Whenever there is a scuffle around me, whether it is at the RTO or the movies, I calmly pull out combs in orange, yellow, green, and purple and pass them around. First, it forces the people to pause in bemusement, wondering what the heck I am doing. This pause is all I need. “Why don’t you comb your hair?” I say. “But use your non-dominant hand.”

I have to explain what non-dominant hand is—which is quite tiresome. It is the opposite of the hand you normally use. If you are a rightie, it is your left hand and vice versa.

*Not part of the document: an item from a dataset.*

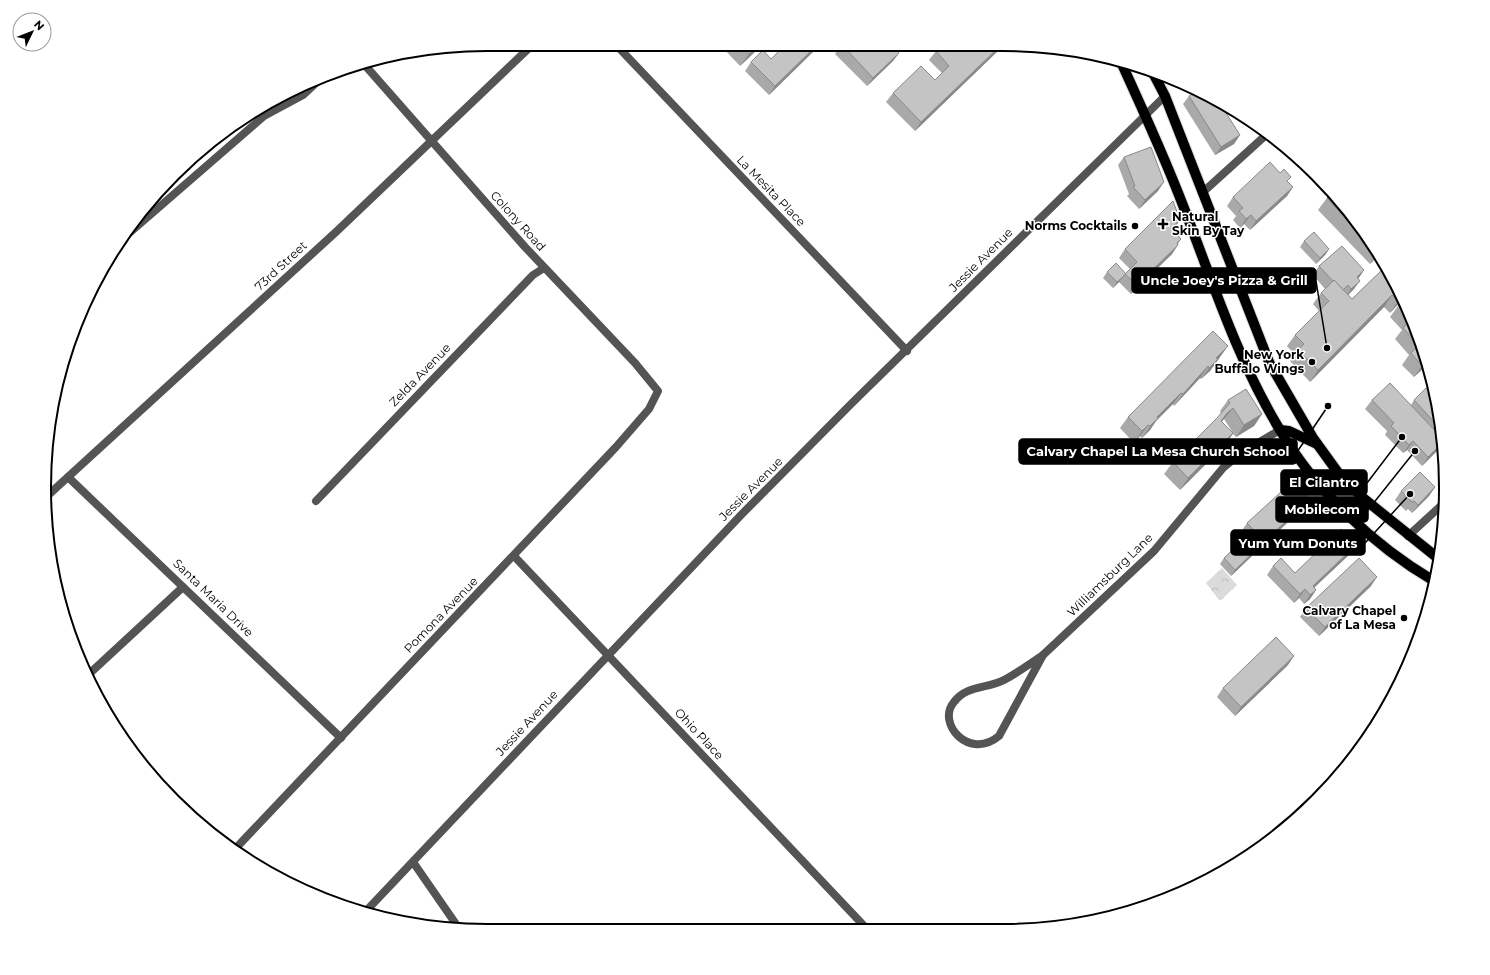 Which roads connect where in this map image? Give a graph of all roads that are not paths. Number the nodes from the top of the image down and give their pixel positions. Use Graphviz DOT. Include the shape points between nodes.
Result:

Eighty percent of the world is right-handed. Scientific–and wild–theories exist as to why this is so. Some say that people are right or left-handed based on the position of their liver, or how they were positioned in the womb. If the right side faced outside, it received at the most stimulation, turning you into a left-handed person. That’s the theory anyway. One consensus is that the right and left brain control the opposite side of the body. The right hand therefore, is connected to the left brain, which is the seat of language, analysis, intellect, and reasoning. The left hand is connected to the right brain, which is the source of creativity, insight, spontaneity, and feeling. Several celebrities and leaders including Narendra Modi, Ratan Tata, Amitabh Bachchan and U.S. President Barack Obama are purportedly left-handed.

Most of us go through life, unconsciously using the hand that we are comfortable with. Using your non-dominant hand however, has fascinating repercussions, according to recent research. It improves your willpower and self-control. It controls your anger against queue jumpers like Ambujam-mami. The effort involved in using your non-dominant hand equalizes the brain hemispheres and evens out your temperament.

“Why this kolaveri di?” said someone.

“Enda saavu-cracki. Vettila sollittu vandhirukaya?” I replied. (Saavu cracki is untranslateable. The next line means, “Have you told your folks at home?” That you are not coming back is the unstated threat.)

Thank God this is an English paper and I can swear in Tamil. After letting loose a spirited string of Tamil expletives, I proceeded to calmly comb my hair.

Try it. If you fly off into a rage, try using your non-dominant hand throughout the day. It may help calm you down. It could be simple things: stirring a cup of tea with your non-dominant hand, opening the car door, or brushing your teeth.

As for Ambujam-mami, she combed her hair all the way to the top of the queue. As for me, thanks to letting the mami pass ahead of me, I didn’t get a ticket to Kaaka Muttai and ended up going to Ganapathy Ram to watch Papanasam, another new and quite wonderful Tamil movie. Remade from the original and superb Malayalam movie, Drishyam, also forthcoming in Hindi, Papanasam features Kamal Haasan and Gowthami. It’s raining good Tamil movies. Just make sure you take some combs when you go to the movies—for anger management. PS: I watched Kaaka Muttai the following day.

Shoba Narayan favorite hair tool is a Mason Pearson nylon (not the boar bristle) brush.